[Date Prev][Date Next][Thread Prev][Thread Next][Date Index][Thread Index]

Re: PF and Foundry ServerIron load balancer - potential TIME_WAIT pro blem.



Guys,

thanks for the info on this. From what is being said, with tcp.closed at 30s
and interval at 10s I should see the TIME_WAIT state being removed after
30-40 seconds. This is not happening. I've left it all night and it's not
going anywhere. This is while the ServerIron is still performing it's
healthcheck - this entales 3 SYN packets transmitted, wait about 3 seconds
for a response then send a RST when one is not received. Wait 4 seconds and
resend the 3 SYN's.. this goes on and on and on


If I remove the binding on the ServerIron so it stops doing the healthcheck,
the TIME_WAIT is removed after the tcp.closed + interval timeout periods.
This seems to suggest the timer *is* being reset....

Is something in pf broken?

Cheers,
Adrian.

-----Original Message-----
From: Daniel Hartmeier [mailto:daniel@benzedrine.cx] 
Sent: Wednesday, 27 March 2002 9:37 PM
To: Darren Reed
Cc: Adrian Buxton; 'misc@openbsd.org'
Subject: Re: PF and Foundry ServerIron load balancer - potential TIME_WAIT
pro blem.


On Wed, Mar 27, 2002 at 08:53:44PM +1100, Darren Reed wrote:

> In short, do not be so quick to criticise products for port reuse 
> because neither does OpenBSD adhear to the RFC specs on this.

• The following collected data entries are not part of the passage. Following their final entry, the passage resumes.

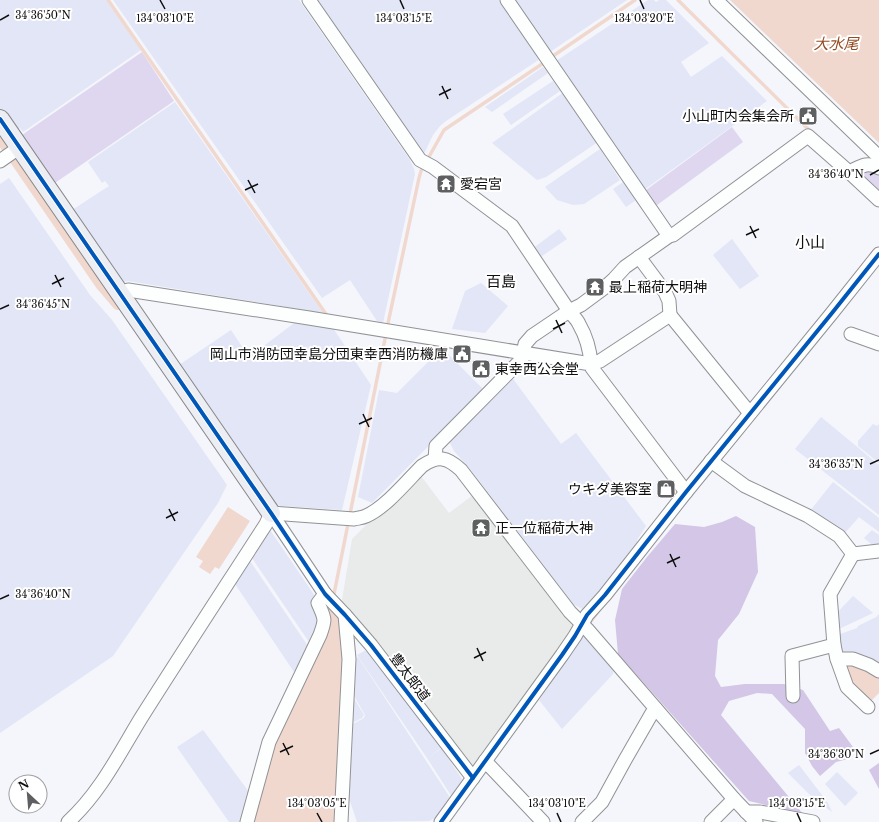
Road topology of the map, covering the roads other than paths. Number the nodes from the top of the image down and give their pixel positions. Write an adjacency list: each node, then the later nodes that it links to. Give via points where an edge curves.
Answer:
1 (309, 0): 15 (street, via 420,160 512,226)
2 (507, 0): 11 (street)
3 (716, 0): 6 (street)
4 (0, 118): 5 (street)
5 (20, 147): 7 (street); 14 (street)
6 (879, 157)
7 (0, 161)
8 (879, 168): 9 (street, via 869,164)
9 (849, 172): 10 (street); 11 (street, via 808,136 673,235)
10 (879, 200)
11 (668, 236): 13 (street)
12 (879, 254): 21 (street)
13 (639, 257): 15 (street, via 604,288); 16 (street, via 665,292)
14 (120, 293): 19 (street, via 128,290 387,330); 25 (street)
15 (569, 311): 19 (street, via 532,336); 20 (street, via 579,323)
16 (670, 313): 20 (street, via 600,361); 21 (street)
17 (851, 334): 18 (street)
18 (879, 344)
19 (524, 348): 20 (street); 22 (street, via 522,359 436,446)
20 (591, 360): 24 (street, via 592,368)
21 (750, 413): 23 (street)
22 (435, 459): 25 (street, via 422,466 385,503 364,517); 29 (street, via 446,460 461,470 570,612)
23 (711, 461): 24 (street); 27 (street, via 745,486 808,516 839,536)
24 (686, 492): 29 (street, via 587,615)
25 (269, 518): 28 (street); 40 (street, via 98,788)
26 (879, 551): 27 (street)
27 (853, 554): 30 (street, via 830,594)
28 (330, 601): 37 (street, 豊太郎道, via 372,645); 41 (street, via 318,603 324,620 320,636 269,742); 42 (street, via 349,660)
29 (584, 626): 35 (street); 36 (street)
30 (834, 645): 31 (street); 33 (street, via 792,656)
31 (837, 659): 32 (street, via 854,659); 34 (street, via 847,688)
32 (879, 671)
33 (793, 696)
34 (868, 707)
35 (656, 709): 38 (street); 45 (street, via 602,802)
36 (485, 761): 37 (street); 44 (street)
37 (473, 778): 43 (street)
38 (734, 799): 39 (street); 46 (street)
39 (746, 812): 47 (street); 48 (street, via 760,812)
40 (68, 822)
41 (248, 822)
42 (341, 822)
43 (441, 822)
44 (543, 822)
45 (582, 822)
46 (711, 822)
47 (756, 822)
48 (812, 822)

It's one thing to ignore 2MSL on crash/reboot, but quite another to ignore
it during normal operation. You can bind to a used port with REUSEADDR in
OpenBSD, but I don't think you can actually connect.

I don't mean to bash the product, just wondering why it can't use different
source ports for its queries (I'm assuming it wasn't rebooted between the
connections quoted by the original poster).

> > You can decrease the timeout for TIME_WAIT with pfctl -t 
> > tcp.closed=x, and pf will remove all TIME_WAIT states after x 
> > seconds.
> 
> It will only work that way if you also do "pfctl -t interval=1".

Ok, I'll rephrase. TIME_WAIT states are removed after tcp.closed to
tcp.closed + interval seconds. If the default interval of 10 seconds makes
the resolution too low, you should decrease it.

For instance, if the load balancer sends probes every 60 seconds, using
tcp.closed=49 and interval=10 would work. If you don't want to wait at most
60 seconds for the manually initiated probes to succeed, you have to reduce
tcp.closed further.

Using tcp.closed=59 and interval=1 has the advantage that the states are
purged precisely (+/- one second) after 59 seconds, while with the previous
settings, they are purged 'randomly' after 49 to 59 seconds. The cost is
that purges happen ten times as often, but that will still be a neglectable
part of the overall load.

Daniel